So there were WMDs in Iraq after all. They're called digital cameras. Partly because of them, the United States faces one of the most humiliating defeats in imperial history. But there's also a clear paper trail. Not just the long and copiously documented record of US torture, with many of its refinements acquired by the CIA from the Nazis after World War II, but the more recent lineage of encouragement.
Within a few days of the Trade Towers going down in September 2001, a vacationing FBI agent told an acquaintance of mine in Puerto Vallarta that detainees in the United States were being tortured. On May 3, 2004, two such detainees, a Pakistani called Javaid Iqbal and an Egyptian, Ehab Elmaghraby, filed a civil complaint with a US court describing their beatings in the Brooklyn Detention Center, one of them sodomized with a flashlight and put in a tiny cell lit twenty-four hours a day without blanket, mattress or toilet paper. Both were expelled from the country, pleading guilty to minor charges unrelated to terrorism. The center was harshly criticized in a 2003 Justice Department report for serious maltreatment of inmates.

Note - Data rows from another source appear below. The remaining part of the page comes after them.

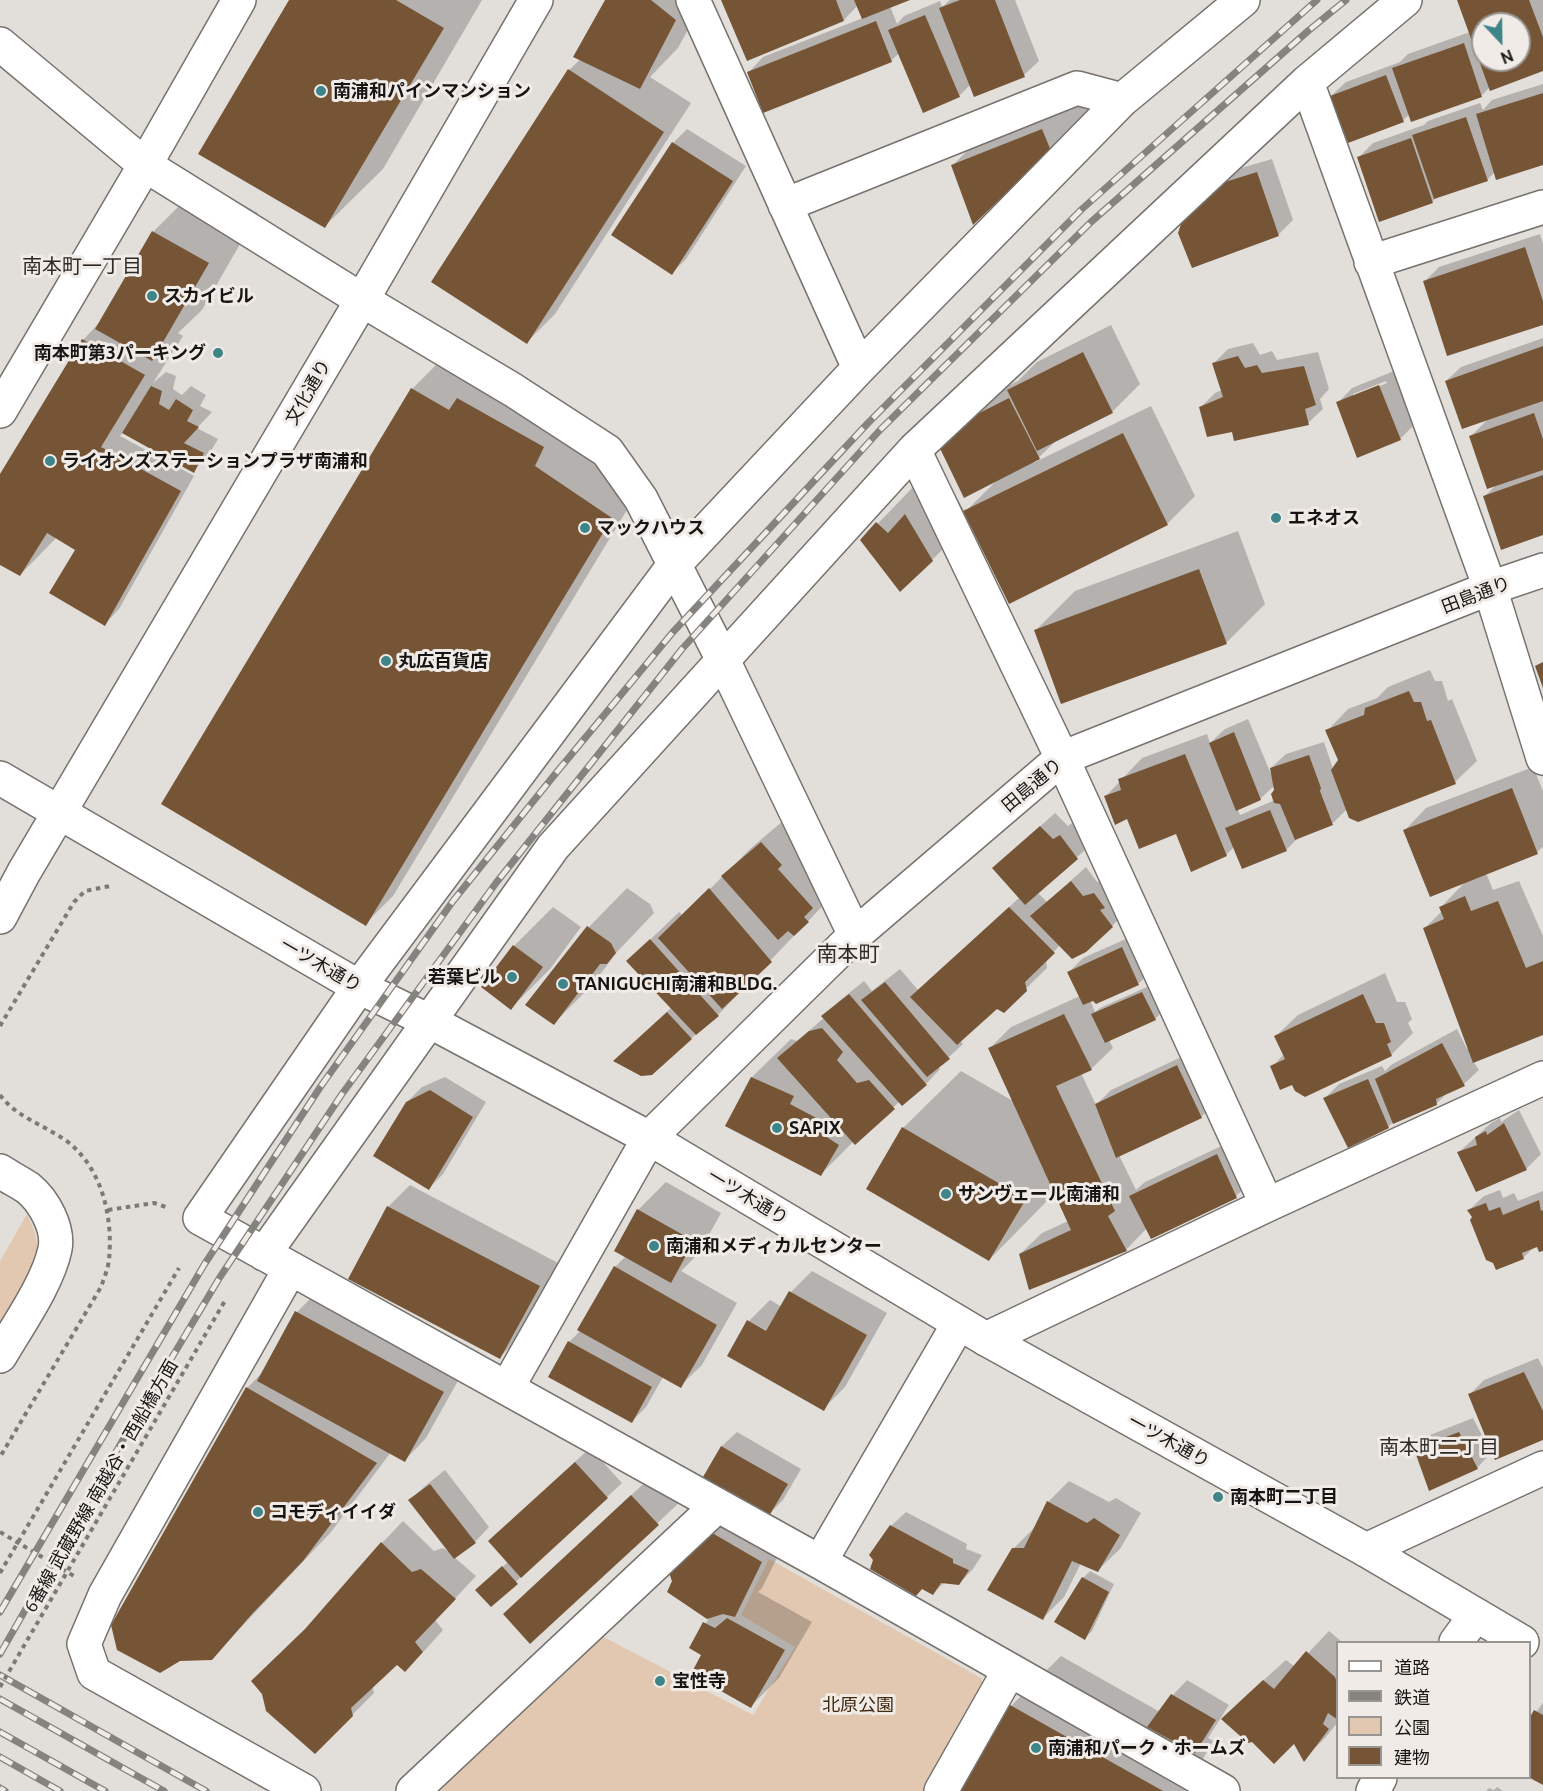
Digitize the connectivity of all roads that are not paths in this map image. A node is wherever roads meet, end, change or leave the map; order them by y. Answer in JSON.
{"nodes":[{"id":1,"x":239,"y":0,"type":"edge"},
{"id":2,"x":536,"y":0,"type":"edge"},
{"id":3,"x":693,"y":0,"type":"edge"},
{"id":4,"x":1243,"y":0,"type":"edge"},
{"id":5,"x":1405,"y":0,"type":"edge"},
{"id":6,"x":0,"y":44,"type":"edge"},
{"id":7,"x":1307,"y":82,"type":"junction"},
{"id":8,"x":1122,"y":100,"type":"junction"},
{"id":9,"x":145,"y":165,"type":"junction"},
{"id":10,"x":785,"y":205,"type":"junction"},
{"id":11,"x":1543,"y":207,"type":"edge"},
{"id":12,"x":1371,"y":262,"type":"junction"},
{"id":13,"x":362,"y":300,"type":"junction"},
{"id":14,"x":859,"y":368,"type":"junction"},
{"id":15,"x":0,"y":411,"type":"edge"},
{"id":16,"x":914,"y":450,"type":"junction"},
{"id":17,"x":674,"y":565,"type":"junction"},
{"id":18,"x":1543,"y":570,"type":"edge"},
{"id":19,"x":1490,"y":588,"type":"junction"},
{"id":20,"x":723,"y":660,"type":"junction"},
{"id":21,"x":1062,"y":758,"type":"junction"},
{"id":22,"x":1543,"y":759,"type":"edge"},
{"id":23,"x":0,"y":778,"type":"edge"},
{"id":24,"x":60,"y":813,"type":"junction"},
{"id":25,"x":0,"y":917,"type":"edge"},
{"id":26,"x":855,"y":935,"type":"junction"},
{"id":27,"x":359,"y":987,"type":"junction"},
{"id":28,"x":431,"y":1022,"type":"junction"},
{"id":29,"x":1543,"y":1078,"type":"edge"},
{"id":30,"x":649,"y":1138,"type":"junction"},
{"id":31,"x":0,"y":1171,"type":"edge"},
{"id":32,"x":1267,"y":1205,"type":"junction"},
{"id":33,"x":277,"y":1261,"type":"junction"},
{"id":34,"x":972,"y":1331,"type":"junction"},
{"id":35,"x":0,"y":1356,"type":"edge"},
{"id":36,"x":507,"y":1388,"type":"junction"},
{"id":37,"x":1543,"y":1468,"type":"edge"},
{"id":38,"x":717,"y":1506,"type":"junction"},
{"id":39,"x":1366,"y":1550,"type":"junction"},
{"id":40,"x":820,"y":1562,"type":"junction"},
{"id":41,"x":1475,"y":1616,"type":"junction"},
{"id":42,"x":1457,"y":1641,"type":"edge"},
{"id":43,"x":1520,"y":1641,"type":"edge"},
{"id":44,"x":1009,"y":1671,"type":"junction"},
{"id":45,"x":304,"y":1791,"type":"edge"},
{"id":46,"x":412,"y":1791,"type":"edge"},
{"id":47,"x":941,"y":1791,"type":"edge"},
{"id":48,"x":1222,"y":1791,"type":"edge"}],
"edges":[{"from":1,"to":9,"type":"street"},
{"from":2,"to":13,"type":"street","name":"文化通り"},
{"from":3,"to":10,"type":"street"},
{"from":4,"to":8,"type":"street"},
{"from":5,"to":7,"type":"street"},
{"from":6,"to":9,"type":"street"},
{"from":7,"to":12,"type":"street"},
{"from":7,"to":16,"type":"street"},
{"from":8,"to":10,"type":"street"},
{"from":8,"to":14,"type":"street"},
{"from":9,"to":13,"type":"street"},
{"from":9,"to":15,"type":"street"},
{"from":10,"to":14,"type":"street"},
{"from":11,"to":12,"type":"street"},
{"from":12,"to":19,"type":"street"},
{"from":13,"to":17,"type":"street"},
{"from":13,"to":24,"type":"street","name":"文化通り"},
{"from":14,"to":17,"type":"street"},
{"from":16,"to":20,"type":"street"},
{"from":16,"to":21,"type":"street"},
{"from":17,"to":20,"type":"street"},
{"from":17,"to":27,"type":"street"},
{"from":18,"to":19,"type":"street","name":"田島通り"},
{"from":19,"to":21,"type":"street","name":"田島通り"},
{"from":19,"to":22,"type":"street"},
{"from":20,"to":26,"type":"street"},
{"from":20,"to":28,"type":"street"},
{"from":21,"to":26,"type":"street","name":"田島通り"},
{"from":21,"to":32,"type":"street"},
{"from":23,"to":24,"type":"street","name":"一ツ木通り"},
{"from":24,"to":25,"type":"street","name":"文化通り"},
{"from":24,"to":27,"type":"street","name":"一ツ木通り"},
{"from":26,"to":30,"type":"street","name":"田島通り"},
{"from":27,"to":28,"type":"street","name":"一ツ木通り"},
{"from":27,"to":33,"type":"street"},
{"from":28,"to":30,"type":"street","name":"一ツ木通り"},
{"from":28,"to":33,"type":"street"},
{"from":29,"to":32,"type":"street"},
{"from":30,"to":34,"type":"street","name":"一ツ木通り"},
{"from":30,"to":36,"type":"street","name":"田島通り"},
{"from":31,"to":35,"type":"street"},
{"from":32,"to":34,"type":"street"},
{"from":33,"to":36,"type":"street"},
{"from":33,"to":45,"type":"street"},
{"from":34,"to":39,"type":"street","name":"一ツ木通り"},
{"from":34,"to":40,"type":"street"},
{"from":36,"to":38,"type":"street"},
{"from":37,"to":39,"type":"street"},
{"from":38,"to":40,"type":"street"},
{"from":38,"to":46,"type":"street"},
{"from":39,"to":41,"type":"street","name":"一ツ木通り"},
{"from":40,"to":44,"type":"street"},
{"from":41,"to":42,"type":"street"},
{"from":41,"to":43,"type":"street","name":"一ツ木通り"},
{"from":44,"to":47,"type":"street"},
{"from":44,"to":48,"type":"street"}]}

By October of 2001, public opinion here was being softened up for the use of torture. The Washington Post published a piece by Walter Pincus citing FBI and Justice Department investigators as saying that "traditional civil liberties may have to be cast aside if they are to extract information about the Sept. 11 attacks and terrorist plans." Jonathan Alter, Newsweek's liberal pundit, told readers in November that something was needed to "jump-start the stalled investigation." His tone was facetiously upbeat, in line with the "just hazing" approach now promoted by the pain-averse Rush Limbaugh: "Couldn't we at least subject [detainees] to psychological torture, like tapes of dying rabbits or high-decibel rap?" Alter also made respectful reference to Alan Dershowitz--then running around the country promoting the idea of "torture warrants" issued by judges--and to Israel, where "until 1999 an interrogation technique called 'shaking' was legal."